Output all of the data verbatim.

###

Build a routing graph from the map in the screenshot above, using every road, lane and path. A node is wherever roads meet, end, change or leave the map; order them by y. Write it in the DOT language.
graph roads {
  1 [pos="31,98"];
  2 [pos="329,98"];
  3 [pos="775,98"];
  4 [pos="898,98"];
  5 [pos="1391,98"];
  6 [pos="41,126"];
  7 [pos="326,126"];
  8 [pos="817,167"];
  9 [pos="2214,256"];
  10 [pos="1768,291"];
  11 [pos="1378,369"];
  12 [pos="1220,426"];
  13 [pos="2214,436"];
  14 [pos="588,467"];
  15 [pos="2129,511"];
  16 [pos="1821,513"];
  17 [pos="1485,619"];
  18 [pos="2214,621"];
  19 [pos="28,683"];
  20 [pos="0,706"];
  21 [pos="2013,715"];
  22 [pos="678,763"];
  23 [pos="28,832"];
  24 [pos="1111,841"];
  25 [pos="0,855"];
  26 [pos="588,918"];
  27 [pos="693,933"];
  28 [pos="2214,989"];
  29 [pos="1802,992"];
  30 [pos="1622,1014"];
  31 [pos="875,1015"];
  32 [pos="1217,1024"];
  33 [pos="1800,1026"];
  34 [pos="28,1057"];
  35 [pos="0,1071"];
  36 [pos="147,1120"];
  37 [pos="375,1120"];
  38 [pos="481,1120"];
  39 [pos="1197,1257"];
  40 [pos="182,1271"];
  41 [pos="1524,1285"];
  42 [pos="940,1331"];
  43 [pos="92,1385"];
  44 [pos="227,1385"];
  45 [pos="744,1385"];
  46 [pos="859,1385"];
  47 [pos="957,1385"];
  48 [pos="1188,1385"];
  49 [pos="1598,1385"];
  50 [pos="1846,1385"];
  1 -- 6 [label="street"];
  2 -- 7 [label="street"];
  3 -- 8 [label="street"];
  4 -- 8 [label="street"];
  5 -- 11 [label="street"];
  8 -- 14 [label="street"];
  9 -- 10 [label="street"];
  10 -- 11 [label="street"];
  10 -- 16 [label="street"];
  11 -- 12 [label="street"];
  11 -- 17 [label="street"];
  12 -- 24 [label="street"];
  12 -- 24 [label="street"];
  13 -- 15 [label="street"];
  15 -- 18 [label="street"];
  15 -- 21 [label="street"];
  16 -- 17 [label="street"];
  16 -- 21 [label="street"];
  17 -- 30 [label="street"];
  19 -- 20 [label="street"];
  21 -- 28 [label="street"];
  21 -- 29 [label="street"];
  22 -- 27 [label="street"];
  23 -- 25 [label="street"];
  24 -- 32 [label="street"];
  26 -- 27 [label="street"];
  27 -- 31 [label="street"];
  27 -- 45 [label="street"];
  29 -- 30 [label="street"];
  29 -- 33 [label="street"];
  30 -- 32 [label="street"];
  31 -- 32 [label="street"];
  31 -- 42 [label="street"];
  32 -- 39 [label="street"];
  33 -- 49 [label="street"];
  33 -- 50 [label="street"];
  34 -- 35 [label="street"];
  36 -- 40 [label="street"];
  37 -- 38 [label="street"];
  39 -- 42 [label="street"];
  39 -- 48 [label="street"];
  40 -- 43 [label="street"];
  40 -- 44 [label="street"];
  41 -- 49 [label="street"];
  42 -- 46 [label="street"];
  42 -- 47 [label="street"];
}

###

> [Solved problem]
Build a routing graph from the map in the screenshot above, using every road, lane and path. A node is wherever roads meet, end, change or leave the map; order them by y. Write it in the DOT language.
graph roads {
  1 [pos="31,98"];
  2 [pos="329,98"];
  3 [pos="775,98"];
  4 [pos="898,98"];
  5 [pos="1391,98"];
  6 [pos="41,126"];
  7 [pos="326,126"];
  8 [pos="817,167"];
  9 [pos="2214,256"];
  10 [pos="1768,291"];
  11 [pos="1378,369"];
  12 [pos="1220,426"];
  13 [pos="2214,436"];
  14 [pos="588,467"];
  15 [pos="2129,511"];
  16 [pos="1821,513"];
  17 [pos="1485,619"];
  18 [pos="2214,621"];
  19 [pos="28,683"];
  20 [pos="0,706"];
  21 [pos="2013,715"];
  22 [pos="678,763"];
  23 [pos="28,832"];
  24 [pos="1111,841"];
  25 [pos="0,855"];
  26 [pos="588,918"];
  27 [pos="693,933"];
  28 [pos="2214,989"];
  29 [pos="1802,992"];
  30 [pos="1622,1014"];
  31 [pos="875,1015"];
  32 [pos="1217,1024"];
  33 [pos="1800,1026"];
  34 [pos="28,1057"];
  35 [pos="0,1071"];
  36 [pos="147,1120"];
  37 [pos="375,1120"];
  38 [pos="481,1120"];
  39 [pos="1197,1257"];
  40 [pos="182,1271"];
  41 [pos="1524,1285"];
  42 [pos="940,1331"];
  43 [pos="92,1385"];
  44 [pos="227,1385"];
  45 [pos="744,1385"];
  46 [pos="859,1385"];
  47 [pos="957,1385"];
  48 [pos="1188,1385"];
  49 [pos="1598,1385"];
  50 [pos="1846,1385"];
  1 -- 6 [label="street"];
  2 -- 7 [label="street"];
  3 -- 8 [label="street"];
  4 -- 8 [label="street"];
  5 -- 11 [label="street"];
  8 -- 14 [label="street"];
  9 -- 10 [label="street"];
  10 -- 11 [label="street"];
  10 -- 16 [label="street"];
  11 -- 12 [label="street"];
  11 -- 17 [label="street"];
  12 -- 24 [label="street"];
  12 -- 24 [label="street"];
  13 -- 15 [label="street"];
  15 -- 18 [label="street"];
  15 -- 21 [label="street"];
  16 -- 17 [label="street"];
  16 -- 21 [label="street"];
  17 -- 30 [label="street"];
  19 -- 20 [label="street"];
  21 -- 28 [label="street"];
  21 -- 29 [label="street"];
  22 -- 27 [label="street"];
  23 -- 25 [label="street"];
  24 -- 32 [label="street"];
  26 -- 27 [label="street"];
  27 -- 31 [label="street"];
  27 -- 45 [label="street"];
  29 -- 30 [label="street"];
  29 -- 33 [label="street"];
  30 -- 32 [label="street"];
  31 -- 32 [label="street"];
  31 -- 42 [label="street"];
  32 -- 39 [label="street"];
  33 -- 49 [label="street"];
  33 -- 50 [label="street"];
  34 -- 35 [label="street"];
  36 -- 40 [label="street"];
  37 -- 38 [label="street"];
  39 -- 42 [label="street"];
  39 -- 48 [label="street"];
  40 -- 43 [label="street"];
  40 -- 44 [label="street"];
  41 -- 49 [label="street"];
  42 -- 46 [label="street"];
  42 -- 47 [label="street"];
}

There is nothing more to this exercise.